Selasa, 29 September 2015

Waking Up with Scions


When I first thought of Awaken cards I thought "great, an effect and a body on the same turn!" Then I realized that if you cast Awaken with its exact Awaken cost, your elemental will "come to play" tapped, which kinda defeat the purpose of Awaken itself. You do get the creature, but you miss the tempo potential you could get, and it's kind of silly to miss a functional 4/4 creature for a turn.

So how to get around this? The obvious choice is that you cast Awaken when you have one extra land compared to the awaken cost. But having 6 land available in play is far cry from having 7 land available in play. It would be just too slow. This is where Eldrazi Scions become really useful, as they can substitute a land, allowing you to cast awaken with one less land, and your last land can immediately attack or block. BFZ seemed to be filled with various possibilities of playing with mana and lands, and that makes the plays very interesting.

Sabtu, 26 September 2015

BFZ Prerelease Rants: The Event

The first day of BFZ's prerelease already swooped in yesterday, and it's amazing! My local game store hosts the sealed tournament twice in one night, so most of us got two BFZ prerelease packs, and of course a lot of loot! My biggest loot was the Promo Ob Nixilis, and three other mythic. I managed to win four out of six matches so last night was a blast for me.

When I learn of BFZ's full spoiler, I know that Battle for Zendikar will reward you for playing synergetic strategies, and I love it. Magic Origins limited was simple and it was sweet, but I feel that BFZ's limited will be more than "choosing an available color", rather, you will be challenged to connect the dots and build a strategy that will completely blow your opponents.  BFZ's sealed was very fun, but I am eager to know how the draft will shape. For now, my mindset for doing a BFZ's limited is "choose an open strategy" rather than "choose an open color" and I hope I can pull that well.

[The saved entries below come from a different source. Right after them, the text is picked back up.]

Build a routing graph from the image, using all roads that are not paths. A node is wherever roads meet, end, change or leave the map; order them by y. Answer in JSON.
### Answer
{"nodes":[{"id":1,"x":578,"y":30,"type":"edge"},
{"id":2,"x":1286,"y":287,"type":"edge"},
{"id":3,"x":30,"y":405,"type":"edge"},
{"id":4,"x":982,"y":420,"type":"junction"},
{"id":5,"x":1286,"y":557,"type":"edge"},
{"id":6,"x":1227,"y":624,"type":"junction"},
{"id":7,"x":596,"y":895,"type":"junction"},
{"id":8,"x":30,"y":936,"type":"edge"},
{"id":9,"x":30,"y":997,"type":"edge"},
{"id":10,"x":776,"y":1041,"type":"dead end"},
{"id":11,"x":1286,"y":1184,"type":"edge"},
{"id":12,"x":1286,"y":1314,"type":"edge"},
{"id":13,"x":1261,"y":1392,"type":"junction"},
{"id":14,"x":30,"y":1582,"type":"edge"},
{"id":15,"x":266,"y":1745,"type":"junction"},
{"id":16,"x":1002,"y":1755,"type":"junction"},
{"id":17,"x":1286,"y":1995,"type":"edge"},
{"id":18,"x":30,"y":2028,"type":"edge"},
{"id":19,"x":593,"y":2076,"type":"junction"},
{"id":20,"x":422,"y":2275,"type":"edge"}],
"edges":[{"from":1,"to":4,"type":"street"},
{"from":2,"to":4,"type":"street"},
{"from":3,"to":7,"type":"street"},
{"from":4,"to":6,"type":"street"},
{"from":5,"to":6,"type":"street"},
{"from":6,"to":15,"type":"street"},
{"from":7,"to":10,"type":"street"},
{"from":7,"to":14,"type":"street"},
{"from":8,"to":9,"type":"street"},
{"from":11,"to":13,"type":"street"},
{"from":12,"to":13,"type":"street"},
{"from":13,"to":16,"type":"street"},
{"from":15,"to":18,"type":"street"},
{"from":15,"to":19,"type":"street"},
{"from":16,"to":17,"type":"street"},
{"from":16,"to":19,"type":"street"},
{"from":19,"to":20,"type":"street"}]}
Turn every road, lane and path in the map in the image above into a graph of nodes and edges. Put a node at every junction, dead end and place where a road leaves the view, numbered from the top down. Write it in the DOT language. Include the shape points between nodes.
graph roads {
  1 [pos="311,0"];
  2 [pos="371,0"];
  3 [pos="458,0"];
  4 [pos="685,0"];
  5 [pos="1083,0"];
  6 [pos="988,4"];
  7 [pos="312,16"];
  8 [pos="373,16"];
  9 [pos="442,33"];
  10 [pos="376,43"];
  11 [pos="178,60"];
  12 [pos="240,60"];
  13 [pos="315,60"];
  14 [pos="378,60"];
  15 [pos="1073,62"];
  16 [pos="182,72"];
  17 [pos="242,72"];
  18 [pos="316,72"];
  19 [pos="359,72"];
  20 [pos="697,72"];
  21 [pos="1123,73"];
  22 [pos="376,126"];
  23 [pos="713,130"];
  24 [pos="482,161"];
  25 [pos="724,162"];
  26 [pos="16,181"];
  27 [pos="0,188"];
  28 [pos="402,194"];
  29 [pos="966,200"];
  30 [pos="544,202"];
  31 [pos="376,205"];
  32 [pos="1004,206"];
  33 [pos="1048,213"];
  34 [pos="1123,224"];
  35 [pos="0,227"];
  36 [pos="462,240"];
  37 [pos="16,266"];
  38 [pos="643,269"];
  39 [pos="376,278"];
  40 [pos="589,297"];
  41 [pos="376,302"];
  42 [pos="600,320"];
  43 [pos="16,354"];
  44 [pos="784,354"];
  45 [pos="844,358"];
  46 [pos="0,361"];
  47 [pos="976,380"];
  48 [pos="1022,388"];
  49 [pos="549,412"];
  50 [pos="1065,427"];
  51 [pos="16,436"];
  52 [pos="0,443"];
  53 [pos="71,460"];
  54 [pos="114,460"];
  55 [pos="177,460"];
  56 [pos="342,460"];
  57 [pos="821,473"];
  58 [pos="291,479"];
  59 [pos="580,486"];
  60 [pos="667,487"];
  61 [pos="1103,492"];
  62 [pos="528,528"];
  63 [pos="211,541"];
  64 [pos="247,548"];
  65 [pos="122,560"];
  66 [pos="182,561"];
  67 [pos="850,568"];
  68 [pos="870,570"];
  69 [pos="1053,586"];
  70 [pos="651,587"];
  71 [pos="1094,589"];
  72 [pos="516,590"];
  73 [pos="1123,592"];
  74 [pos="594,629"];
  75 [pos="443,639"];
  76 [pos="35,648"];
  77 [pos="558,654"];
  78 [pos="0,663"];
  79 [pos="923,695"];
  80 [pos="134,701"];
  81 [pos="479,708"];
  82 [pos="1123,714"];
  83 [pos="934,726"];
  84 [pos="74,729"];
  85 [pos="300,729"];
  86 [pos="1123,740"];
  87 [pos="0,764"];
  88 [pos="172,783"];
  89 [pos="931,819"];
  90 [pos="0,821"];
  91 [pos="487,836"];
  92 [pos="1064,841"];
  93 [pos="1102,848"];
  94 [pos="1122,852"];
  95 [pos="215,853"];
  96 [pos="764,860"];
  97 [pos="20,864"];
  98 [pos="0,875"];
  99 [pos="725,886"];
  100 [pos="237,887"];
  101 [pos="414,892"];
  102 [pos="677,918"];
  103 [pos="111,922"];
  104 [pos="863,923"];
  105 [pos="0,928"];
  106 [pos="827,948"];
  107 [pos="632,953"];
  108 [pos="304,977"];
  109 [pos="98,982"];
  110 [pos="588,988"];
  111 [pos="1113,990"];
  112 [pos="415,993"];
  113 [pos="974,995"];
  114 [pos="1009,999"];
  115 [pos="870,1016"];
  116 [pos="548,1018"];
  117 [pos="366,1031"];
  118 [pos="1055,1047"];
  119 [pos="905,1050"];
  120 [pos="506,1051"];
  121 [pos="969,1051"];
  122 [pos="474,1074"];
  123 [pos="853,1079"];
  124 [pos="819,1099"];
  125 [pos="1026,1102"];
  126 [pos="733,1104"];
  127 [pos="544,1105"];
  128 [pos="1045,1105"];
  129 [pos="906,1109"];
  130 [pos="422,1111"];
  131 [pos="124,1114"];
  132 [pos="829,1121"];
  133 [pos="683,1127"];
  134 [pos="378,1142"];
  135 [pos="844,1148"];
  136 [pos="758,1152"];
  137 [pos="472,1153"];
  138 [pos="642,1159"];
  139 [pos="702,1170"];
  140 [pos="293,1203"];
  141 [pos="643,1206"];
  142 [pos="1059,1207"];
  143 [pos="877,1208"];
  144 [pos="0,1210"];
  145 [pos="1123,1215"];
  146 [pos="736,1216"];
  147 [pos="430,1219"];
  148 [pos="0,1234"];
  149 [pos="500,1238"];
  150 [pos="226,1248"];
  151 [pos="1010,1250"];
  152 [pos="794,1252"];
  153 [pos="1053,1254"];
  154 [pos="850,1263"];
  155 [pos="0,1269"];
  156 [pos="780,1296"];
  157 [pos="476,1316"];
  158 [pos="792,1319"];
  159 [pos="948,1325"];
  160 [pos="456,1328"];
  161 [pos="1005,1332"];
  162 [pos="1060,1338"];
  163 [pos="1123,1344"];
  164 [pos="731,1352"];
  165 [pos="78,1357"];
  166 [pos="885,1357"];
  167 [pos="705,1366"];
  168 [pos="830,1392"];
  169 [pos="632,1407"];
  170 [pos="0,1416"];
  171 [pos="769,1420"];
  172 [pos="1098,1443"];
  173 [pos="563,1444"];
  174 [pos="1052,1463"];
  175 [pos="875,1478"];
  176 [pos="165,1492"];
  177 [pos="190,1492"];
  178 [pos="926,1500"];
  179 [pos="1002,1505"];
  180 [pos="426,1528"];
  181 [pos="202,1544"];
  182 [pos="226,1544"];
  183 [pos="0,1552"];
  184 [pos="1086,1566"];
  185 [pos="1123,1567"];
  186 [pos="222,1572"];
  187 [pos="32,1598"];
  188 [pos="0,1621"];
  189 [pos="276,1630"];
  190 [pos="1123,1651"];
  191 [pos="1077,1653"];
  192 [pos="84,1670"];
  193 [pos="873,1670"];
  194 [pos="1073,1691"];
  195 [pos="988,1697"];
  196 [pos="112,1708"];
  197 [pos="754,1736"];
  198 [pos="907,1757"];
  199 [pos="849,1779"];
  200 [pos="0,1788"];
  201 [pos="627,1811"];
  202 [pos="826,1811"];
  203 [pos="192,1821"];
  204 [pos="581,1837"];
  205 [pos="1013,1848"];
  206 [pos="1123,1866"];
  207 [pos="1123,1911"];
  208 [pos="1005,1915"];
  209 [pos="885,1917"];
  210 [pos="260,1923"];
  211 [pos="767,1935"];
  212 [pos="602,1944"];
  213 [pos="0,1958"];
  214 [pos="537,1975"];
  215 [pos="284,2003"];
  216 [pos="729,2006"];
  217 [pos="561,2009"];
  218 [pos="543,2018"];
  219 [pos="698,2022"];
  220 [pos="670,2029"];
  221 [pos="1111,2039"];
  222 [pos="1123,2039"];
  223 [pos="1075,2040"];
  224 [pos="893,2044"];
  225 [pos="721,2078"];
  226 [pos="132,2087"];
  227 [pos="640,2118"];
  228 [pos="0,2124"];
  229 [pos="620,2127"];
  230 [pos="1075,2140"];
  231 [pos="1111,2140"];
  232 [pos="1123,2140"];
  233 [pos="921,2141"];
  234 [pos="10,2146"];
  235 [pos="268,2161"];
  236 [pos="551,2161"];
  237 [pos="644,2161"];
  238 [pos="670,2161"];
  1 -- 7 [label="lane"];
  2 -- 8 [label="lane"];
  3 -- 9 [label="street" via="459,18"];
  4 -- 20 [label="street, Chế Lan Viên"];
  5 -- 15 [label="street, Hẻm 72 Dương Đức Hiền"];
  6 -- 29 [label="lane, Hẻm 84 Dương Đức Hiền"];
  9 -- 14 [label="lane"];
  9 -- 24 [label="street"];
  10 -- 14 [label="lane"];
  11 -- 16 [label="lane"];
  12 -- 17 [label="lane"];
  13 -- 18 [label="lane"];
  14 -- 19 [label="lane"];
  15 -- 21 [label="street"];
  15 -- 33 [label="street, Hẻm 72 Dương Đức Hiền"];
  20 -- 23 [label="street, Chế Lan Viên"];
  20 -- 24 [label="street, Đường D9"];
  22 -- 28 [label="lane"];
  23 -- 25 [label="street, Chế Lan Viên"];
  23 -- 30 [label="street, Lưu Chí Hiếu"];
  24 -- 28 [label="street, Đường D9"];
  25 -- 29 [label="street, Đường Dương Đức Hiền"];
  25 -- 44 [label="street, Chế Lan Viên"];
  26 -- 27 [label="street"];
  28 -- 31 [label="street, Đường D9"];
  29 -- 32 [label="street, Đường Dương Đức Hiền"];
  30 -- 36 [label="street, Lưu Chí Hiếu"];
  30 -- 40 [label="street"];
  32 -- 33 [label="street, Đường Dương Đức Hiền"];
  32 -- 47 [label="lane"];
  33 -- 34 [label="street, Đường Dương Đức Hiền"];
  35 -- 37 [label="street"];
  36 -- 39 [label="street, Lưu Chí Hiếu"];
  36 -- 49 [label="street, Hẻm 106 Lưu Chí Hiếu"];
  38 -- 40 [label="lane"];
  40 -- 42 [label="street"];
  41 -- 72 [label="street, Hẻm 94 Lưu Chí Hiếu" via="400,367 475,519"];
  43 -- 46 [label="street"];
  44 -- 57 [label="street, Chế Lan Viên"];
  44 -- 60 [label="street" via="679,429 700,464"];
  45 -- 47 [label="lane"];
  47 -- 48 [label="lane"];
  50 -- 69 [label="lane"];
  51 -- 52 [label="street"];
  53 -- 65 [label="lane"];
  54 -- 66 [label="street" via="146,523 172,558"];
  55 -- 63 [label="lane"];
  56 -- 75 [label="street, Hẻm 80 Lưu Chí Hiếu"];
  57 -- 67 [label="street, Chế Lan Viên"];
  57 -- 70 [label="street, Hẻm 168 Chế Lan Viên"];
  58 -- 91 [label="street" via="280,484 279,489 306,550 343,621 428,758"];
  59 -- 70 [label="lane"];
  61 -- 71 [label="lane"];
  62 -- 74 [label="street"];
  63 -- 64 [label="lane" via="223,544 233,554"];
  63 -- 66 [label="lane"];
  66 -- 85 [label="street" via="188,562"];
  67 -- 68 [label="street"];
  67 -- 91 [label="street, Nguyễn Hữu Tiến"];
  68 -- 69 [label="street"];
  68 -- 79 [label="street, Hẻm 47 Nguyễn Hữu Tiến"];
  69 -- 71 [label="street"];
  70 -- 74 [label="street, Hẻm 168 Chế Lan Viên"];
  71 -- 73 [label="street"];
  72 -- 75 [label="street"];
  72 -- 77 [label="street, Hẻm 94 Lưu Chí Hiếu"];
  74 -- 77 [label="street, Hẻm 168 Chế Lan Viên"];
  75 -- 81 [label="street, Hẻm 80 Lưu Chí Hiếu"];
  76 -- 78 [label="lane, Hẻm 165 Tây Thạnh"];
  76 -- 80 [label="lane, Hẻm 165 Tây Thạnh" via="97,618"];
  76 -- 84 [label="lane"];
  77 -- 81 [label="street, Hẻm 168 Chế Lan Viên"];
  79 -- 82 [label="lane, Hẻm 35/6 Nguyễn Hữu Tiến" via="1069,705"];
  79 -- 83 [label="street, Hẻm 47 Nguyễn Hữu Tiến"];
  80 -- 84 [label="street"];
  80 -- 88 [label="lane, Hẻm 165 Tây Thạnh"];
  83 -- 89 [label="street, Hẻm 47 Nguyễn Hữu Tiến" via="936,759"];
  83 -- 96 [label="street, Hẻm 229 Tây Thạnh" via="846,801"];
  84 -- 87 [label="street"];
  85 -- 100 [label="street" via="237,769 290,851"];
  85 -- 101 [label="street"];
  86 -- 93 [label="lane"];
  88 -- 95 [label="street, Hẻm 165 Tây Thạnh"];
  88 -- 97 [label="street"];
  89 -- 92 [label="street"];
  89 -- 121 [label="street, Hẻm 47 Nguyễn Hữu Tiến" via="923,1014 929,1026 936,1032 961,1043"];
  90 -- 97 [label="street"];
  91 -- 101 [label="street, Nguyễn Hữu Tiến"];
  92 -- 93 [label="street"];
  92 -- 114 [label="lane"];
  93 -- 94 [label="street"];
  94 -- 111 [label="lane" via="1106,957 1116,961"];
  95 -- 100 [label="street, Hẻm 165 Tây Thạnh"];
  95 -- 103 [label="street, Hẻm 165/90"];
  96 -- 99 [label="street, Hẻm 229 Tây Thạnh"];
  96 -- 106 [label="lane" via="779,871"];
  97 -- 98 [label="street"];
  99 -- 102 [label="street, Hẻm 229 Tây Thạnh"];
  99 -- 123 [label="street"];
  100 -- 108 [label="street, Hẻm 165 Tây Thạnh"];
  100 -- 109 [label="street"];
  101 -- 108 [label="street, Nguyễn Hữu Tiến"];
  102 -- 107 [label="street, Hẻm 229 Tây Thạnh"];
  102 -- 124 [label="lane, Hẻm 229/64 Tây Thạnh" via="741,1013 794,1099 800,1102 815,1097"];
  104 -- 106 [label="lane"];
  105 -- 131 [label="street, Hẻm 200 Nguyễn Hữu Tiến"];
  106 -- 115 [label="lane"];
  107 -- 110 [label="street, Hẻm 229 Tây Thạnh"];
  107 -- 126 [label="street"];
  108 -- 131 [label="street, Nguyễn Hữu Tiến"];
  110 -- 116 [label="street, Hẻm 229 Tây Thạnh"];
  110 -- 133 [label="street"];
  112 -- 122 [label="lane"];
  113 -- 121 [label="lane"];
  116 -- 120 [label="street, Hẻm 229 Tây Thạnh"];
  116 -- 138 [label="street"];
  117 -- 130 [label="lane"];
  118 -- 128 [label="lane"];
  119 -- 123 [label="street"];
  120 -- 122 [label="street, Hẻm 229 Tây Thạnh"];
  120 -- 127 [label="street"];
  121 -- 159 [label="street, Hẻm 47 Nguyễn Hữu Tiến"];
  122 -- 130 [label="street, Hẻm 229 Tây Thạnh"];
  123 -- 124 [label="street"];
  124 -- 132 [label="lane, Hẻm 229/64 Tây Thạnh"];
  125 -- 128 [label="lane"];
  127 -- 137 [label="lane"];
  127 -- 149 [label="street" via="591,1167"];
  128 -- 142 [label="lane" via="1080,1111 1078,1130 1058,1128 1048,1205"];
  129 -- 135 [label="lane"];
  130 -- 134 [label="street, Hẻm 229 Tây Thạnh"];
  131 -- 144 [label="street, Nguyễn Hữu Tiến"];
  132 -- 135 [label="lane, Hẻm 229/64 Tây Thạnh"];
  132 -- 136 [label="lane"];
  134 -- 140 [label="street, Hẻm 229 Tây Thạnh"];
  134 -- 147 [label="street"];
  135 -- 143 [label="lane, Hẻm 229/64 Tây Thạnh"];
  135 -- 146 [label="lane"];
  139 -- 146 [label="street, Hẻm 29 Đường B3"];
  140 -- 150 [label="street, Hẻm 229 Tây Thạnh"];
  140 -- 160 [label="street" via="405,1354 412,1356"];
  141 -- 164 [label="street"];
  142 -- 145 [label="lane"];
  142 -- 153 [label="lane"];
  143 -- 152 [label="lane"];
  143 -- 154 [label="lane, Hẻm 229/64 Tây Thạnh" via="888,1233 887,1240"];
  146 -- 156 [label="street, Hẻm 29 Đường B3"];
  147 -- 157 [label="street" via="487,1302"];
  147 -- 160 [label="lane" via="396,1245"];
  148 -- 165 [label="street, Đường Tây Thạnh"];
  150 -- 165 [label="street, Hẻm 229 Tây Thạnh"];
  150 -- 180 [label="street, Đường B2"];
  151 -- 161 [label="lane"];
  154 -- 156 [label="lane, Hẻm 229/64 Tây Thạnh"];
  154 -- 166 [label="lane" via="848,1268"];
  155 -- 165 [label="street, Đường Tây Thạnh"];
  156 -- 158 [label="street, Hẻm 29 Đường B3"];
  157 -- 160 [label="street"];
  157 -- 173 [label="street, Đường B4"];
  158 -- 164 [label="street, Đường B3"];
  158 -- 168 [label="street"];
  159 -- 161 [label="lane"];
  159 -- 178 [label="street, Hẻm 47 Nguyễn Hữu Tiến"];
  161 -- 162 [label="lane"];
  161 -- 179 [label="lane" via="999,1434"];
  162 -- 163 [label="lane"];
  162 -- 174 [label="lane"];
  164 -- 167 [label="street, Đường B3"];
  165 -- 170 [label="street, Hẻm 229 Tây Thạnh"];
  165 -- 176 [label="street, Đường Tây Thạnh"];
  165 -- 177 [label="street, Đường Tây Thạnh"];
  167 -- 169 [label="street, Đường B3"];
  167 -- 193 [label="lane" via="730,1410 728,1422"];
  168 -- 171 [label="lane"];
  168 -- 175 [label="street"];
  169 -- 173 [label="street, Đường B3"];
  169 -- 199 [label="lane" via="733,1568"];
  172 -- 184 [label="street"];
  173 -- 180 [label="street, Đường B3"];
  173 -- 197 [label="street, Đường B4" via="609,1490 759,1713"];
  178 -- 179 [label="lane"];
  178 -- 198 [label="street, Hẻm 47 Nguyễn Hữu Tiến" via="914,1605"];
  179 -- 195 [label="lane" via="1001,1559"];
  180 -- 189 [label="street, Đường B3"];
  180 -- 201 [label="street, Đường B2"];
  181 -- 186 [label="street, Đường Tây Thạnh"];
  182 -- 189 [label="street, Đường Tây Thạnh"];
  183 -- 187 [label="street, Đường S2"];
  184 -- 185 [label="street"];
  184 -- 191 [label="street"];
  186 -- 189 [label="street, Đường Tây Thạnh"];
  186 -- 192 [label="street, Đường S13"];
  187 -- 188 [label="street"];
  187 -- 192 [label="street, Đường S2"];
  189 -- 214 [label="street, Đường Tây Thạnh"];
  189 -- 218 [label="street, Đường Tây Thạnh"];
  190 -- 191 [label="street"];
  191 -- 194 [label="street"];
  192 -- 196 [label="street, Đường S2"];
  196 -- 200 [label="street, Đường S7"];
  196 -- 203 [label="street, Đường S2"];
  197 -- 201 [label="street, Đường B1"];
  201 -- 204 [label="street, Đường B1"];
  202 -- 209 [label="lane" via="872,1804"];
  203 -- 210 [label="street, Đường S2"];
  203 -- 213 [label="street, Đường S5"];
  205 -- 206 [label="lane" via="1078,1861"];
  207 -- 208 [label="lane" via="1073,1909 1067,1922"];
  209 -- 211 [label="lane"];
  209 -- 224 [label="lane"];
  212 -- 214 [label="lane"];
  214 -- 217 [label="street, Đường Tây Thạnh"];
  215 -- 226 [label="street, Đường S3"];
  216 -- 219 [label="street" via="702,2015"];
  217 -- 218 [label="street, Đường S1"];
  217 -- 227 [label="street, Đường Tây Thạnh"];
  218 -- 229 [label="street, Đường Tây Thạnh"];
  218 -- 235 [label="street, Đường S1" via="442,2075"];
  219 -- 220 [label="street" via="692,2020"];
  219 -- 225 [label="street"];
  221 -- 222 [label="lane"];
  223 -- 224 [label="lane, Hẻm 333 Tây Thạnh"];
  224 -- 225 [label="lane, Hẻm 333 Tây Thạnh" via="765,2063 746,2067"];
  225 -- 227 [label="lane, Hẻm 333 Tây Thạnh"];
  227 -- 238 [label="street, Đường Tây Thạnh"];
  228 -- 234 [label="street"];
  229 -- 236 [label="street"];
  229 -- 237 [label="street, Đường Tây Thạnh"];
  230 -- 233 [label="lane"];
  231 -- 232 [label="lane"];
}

Although I managed to win four out of six match, my two losses was the result of my inability to play magic in a higher complexity level, especially since that was when I was paired with another player who also does well in their first two matches. BFZ reveals a lot of areas of my gameplay that I can improve and I am excited to do more limited!

Lastly, I am starting to consider (just considering) playing standard, seeing how exciting it was to play BFZ's strategy-centric limited environment. Another reason was that BFZ's event deck seemed really cool as it was packed with powerful rares. I might try those when I got some profit from selling cards. 

Oh, another thing that I love is that I never felt that I really get mana flooded, like some writer said, between landfalls and eldrazis there are a lot of things that your lands can do. And battle between Eldrazi *is* a thing. I punched an opposing Bane of Bala Ged with my own Ruin Processor, and that, after all my experience playing monsters printed on top of cardboard paper, felt awesome as hell.